She stared at him, as though willing him to be telling her the truth. That he did know precisely what it felt like.
“Bryn,” he said. “I know.”
“Who are you?”
Instead of answering that, he said, “I’m the man who’s going to kill him.”
He told her about the three books he’d taken and hidden. About how he’d gotten one of them back just yesterday. “He’s back. I know he is. I killed him. So long ago. But somehow he has to have returned.”
Bryn frowned. “Like resurrected?”
“That’s what I’m afraid of.”
“Have you seen him?”
He shook his head.
“I think I have, but Amelia didn’t. Maybe he’s like a ghost.”
There was so much hope in her gaze he wanted to tell her that was likely. But he just couldn’t do it. He’d said he wouldn’t hurt her. “I want to hope that you’re right.”
She studied him for a while, then said, “Can I see the book?”

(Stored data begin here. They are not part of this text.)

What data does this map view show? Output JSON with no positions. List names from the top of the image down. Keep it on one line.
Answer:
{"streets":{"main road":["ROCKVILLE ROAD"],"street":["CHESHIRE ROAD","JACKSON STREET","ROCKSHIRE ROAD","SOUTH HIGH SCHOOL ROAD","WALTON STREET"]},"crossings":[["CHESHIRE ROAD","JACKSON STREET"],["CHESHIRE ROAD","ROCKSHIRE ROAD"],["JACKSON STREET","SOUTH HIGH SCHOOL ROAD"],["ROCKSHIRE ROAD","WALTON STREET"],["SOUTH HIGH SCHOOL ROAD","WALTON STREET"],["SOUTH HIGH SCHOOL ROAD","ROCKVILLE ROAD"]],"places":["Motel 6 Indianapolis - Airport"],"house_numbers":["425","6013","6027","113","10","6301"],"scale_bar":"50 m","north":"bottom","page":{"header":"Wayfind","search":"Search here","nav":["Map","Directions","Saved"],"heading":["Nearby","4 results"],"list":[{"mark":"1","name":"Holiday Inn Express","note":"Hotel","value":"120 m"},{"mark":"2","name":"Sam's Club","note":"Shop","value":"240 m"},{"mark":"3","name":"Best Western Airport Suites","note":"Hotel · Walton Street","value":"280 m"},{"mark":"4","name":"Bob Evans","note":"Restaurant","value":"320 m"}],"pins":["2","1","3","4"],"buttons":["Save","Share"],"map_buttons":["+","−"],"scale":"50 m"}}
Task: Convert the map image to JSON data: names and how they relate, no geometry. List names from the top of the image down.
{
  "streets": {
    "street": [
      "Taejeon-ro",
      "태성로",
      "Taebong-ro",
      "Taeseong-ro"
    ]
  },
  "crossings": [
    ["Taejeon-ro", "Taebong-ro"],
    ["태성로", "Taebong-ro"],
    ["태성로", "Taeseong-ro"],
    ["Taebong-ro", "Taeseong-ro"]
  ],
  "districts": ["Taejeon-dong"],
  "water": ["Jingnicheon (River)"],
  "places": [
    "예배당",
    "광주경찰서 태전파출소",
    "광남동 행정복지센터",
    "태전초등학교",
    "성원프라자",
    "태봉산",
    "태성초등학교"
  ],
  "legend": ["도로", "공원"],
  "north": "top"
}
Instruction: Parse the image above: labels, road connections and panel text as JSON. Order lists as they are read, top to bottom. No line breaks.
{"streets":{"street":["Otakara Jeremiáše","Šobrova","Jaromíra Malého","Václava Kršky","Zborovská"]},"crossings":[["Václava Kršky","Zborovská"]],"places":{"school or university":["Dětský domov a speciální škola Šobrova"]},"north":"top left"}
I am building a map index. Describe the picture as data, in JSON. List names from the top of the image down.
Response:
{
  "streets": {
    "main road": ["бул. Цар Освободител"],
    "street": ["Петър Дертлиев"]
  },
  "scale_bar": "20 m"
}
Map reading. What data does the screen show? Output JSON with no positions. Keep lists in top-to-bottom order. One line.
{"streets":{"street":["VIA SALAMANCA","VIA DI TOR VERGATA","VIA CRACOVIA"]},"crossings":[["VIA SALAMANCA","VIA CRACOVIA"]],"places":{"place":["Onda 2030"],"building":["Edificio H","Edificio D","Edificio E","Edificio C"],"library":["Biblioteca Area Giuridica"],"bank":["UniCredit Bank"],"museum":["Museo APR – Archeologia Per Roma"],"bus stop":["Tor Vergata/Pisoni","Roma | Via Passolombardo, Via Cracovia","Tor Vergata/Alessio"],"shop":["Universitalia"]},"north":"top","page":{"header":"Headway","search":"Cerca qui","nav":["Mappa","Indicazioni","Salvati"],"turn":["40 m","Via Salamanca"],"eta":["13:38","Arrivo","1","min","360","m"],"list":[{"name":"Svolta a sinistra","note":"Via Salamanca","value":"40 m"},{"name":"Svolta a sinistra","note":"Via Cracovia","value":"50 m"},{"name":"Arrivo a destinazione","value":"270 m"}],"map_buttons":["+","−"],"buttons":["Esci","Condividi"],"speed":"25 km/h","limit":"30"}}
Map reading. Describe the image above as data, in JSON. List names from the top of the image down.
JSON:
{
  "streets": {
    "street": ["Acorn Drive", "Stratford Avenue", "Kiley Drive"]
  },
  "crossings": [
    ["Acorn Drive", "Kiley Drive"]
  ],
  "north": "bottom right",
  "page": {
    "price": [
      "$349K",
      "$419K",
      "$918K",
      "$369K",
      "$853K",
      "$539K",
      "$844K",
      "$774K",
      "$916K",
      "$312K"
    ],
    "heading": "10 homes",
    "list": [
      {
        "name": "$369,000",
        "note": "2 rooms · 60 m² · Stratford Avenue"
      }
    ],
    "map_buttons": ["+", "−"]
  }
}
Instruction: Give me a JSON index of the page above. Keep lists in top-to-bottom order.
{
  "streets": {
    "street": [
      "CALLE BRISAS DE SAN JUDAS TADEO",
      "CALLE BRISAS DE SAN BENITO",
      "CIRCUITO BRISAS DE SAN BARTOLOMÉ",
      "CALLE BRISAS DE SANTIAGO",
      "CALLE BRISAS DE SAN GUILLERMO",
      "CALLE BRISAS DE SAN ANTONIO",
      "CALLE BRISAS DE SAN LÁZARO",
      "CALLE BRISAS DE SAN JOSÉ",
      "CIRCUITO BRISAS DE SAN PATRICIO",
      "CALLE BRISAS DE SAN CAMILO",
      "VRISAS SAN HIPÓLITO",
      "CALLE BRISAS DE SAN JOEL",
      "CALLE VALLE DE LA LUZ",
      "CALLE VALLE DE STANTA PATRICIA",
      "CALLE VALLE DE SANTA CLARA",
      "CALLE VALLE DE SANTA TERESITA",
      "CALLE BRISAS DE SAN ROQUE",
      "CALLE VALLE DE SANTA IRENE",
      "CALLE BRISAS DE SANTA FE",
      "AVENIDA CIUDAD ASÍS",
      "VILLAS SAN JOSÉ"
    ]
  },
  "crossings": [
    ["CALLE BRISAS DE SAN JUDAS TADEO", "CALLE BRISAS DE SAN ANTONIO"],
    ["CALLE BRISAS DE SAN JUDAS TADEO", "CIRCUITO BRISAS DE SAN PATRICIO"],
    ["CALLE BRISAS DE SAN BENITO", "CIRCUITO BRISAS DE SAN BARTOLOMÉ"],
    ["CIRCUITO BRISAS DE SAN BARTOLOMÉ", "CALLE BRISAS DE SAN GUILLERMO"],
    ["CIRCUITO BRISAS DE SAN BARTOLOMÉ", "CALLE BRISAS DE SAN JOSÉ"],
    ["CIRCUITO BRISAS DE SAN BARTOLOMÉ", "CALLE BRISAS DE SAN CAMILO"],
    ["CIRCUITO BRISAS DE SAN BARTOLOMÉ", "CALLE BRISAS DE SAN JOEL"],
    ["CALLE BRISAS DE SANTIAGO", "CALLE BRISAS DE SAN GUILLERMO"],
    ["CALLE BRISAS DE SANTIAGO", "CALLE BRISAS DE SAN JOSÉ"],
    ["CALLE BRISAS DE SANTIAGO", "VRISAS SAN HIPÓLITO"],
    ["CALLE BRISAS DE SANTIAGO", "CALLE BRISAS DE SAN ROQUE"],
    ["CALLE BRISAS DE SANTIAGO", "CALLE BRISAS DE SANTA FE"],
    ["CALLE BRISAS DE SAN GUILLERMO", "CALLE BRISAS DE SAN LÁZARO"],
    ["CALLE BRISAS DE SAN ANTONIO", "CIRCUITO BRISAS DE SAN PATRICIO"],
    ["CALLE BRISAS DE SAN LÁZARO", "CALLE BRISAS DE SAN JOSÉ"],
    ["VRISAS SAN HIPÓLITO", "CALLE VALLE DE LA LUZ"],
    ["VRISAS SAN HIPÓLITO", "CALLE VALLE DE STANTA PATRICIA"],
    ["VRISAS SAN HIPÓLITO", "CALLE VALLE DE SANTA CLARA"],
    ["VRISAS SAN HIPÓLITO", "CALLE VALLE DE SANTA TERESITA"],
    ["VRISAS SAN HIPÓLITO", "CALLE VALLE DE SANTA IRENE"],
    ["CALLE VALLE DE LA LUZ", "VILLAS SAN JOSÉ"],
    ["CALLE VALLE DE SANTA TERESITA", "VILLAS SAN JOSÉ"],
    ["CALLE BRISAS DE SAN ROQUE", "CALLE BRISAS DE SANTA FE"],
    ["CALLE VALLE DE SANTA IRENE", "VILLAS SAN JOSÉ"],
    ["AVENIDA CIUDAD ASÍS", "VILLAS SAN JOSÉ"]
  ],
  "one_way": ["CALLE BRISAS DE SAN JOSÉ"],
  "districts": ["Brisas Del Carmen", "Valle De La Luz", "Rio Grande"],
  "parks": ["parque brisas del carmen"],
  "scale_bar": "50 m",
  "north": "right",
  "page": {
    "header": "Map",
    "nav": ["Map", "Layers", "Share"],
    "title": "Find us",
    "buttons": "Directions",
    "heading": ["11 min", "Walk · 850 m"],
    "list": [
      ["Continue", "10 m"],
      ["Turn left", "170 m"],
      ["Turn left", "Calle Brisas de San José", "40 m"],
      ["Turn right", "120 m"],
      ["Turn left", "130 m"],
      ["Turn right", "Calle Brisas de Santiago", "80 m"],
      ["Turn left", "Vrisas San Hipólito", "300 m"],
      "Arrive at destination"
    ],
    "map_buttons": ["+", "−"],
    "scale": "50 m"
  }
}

Daire took her back to the conference room. She was clearly wrung out, mentally and physically. She needed to crash before her body simply shut down. In order to heal after the ordeal he’d put her through, and the stress of the last few days.
Daire entered the door code and let them both in. Remy was gone now, the screen of her computer flashing with text that said, “Don’t even try it.”
He didn’t smile at that. He needed to show Bryn the book, and then get her somewhere she could sleep. It was as strong as a compulsion, but he wasn’t going to think more of it than what it was. Nothing except the same need he felt to take care of Amelia.
Providence had put them both under his care, and he would gladly fulfill the duty he had of making sure they were safe. It had been his doing that put their lives on this path in the first place. It was the least he could do.
Daire flipped the latches on a hard-sided case that held the second book. The Present.
One book was now lost to his enemy, stolen from his New York apartment.
One had been lost in time, protected in anonymity. He hoped.
The third book right here, where Daire would never allow anyone else to get their hands on it. Because without all three, and the knowledge the books contained, the druid had no way to end the world. Could the druid even come back to physical life? Perhaps Bryn was right and he wasn’t back. Did he need the books, collected by his acolytes, to find physical form again?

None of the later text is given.